* **WHAT IS BEING ASKED**
Records follow. Copy every line with "lane".

----- SOURCE MATERIAL -----

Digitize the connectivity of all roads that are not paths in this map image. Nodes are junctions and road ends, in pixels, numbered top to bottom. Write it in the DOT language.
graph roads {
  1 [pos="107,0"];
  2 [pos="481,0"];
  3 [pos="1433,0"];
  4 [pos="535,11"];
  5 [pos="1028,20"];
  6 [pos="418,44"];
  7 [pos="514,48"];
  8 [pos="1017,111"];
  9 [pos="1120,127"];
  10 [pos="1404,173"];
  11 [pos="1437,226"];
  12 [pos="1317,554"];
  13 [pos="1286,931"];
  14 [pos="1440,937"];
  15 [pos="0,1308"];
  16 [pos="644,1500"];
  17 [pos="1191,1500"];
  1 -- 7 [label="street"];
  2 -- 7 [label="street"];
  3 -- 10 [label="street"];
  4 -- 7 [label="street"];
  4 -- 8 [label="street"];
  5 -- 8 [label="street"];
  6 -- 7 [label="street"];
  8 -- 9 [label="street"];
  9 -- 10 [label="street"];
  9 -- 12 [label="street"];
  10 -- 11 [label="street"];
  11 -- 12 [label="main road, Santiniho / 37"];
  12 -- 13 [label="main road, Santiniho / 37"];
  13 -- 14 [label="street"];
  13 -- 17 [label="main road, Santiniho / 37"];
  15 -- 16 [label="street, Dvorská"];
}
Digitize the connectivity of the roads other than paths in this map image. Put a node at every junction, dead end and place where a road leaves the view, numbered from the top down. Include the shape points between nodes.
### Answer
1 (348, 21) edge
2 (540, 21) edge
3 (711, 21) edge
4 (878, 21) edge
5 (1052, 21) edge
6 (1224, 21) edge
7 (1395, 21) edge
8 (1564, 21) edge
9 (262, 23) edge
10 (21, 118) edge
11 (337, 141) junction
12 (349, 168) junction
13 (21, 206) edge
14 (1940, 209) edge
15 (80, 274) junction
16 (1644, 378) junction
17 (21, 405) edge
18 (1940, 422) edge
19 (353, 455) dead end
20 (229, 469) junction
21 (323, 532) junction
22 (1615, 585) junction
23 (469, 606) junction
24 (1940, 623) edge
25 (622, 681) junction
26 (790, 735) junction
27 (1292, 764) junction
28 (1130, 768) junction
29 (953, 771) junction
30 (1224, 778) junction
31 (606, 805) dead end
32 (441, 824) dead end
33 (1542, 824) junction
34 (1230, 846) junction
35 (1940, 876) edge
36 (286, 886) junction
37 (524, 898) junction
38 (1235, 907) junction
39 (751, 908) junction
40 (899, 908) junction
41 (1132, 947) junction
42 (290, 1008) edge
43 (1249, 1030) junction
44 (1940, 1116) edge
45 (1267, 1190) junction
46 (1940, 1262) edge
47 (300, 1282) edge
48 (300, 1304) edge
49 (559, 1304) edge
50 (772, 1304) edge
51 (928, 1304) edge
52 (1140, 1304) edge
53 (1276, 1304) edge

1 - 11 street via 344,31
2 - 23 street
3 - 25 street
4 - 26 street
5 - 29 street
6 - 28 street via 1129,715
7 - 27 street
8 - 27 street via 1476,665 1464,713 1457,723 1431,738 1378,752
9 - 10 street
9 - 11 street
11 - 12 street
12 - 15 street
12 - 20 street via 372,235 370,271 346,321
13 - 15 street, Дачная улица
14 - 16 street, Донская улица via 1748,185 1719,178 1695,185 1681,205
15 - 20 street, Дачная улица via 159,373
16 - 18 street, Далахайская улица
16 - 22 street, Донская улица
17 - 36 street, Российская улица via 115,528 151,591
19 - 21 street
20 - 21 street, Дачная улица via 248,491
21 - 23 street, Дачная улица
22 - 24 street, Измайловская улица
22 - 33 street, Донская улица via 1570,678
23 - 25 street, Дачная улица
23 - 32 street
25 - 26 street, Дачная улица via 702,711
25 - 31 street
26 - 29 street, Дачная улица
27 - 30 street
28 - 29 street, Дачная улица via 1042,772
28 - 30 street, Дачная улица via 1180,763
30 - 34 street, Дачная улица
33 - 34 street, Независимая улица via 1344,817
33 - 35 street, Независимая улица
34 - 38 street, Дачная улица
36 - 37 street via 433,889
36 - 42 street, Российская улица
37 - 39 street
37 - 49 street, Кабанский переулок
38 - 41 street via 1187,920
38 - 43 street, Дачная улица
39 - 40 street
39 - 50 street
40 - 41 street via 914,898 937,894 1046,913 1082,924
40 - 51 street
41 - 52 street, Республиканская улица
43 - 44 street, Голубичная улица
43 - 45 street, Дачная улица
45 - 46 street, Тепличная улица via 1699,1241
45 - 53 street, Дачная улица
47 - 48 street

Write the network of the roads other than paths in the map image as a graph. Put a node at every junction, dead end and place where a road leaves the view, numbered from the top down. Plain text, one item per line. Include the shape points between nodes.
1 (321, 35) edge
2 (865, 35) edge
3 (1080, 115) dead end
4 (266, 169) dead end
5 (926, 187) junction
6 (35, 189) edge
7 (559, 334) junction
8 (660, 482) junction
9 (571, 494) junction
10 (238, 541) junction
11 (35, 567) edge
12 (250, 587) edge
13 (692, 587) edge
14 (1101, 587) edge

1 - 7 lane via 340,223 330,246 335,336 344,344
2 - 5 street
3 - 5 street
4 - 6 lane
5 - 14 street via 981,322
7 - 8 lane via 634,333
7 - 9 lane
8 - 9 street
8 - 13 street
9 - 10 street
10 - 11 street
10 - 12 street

-----

* **THE ANSWER**
1 - 7 lane via 340,223 330,246 335,336 344,344
4 - 6 lane
7 - 8 lane via 634,333
7 - 9 lane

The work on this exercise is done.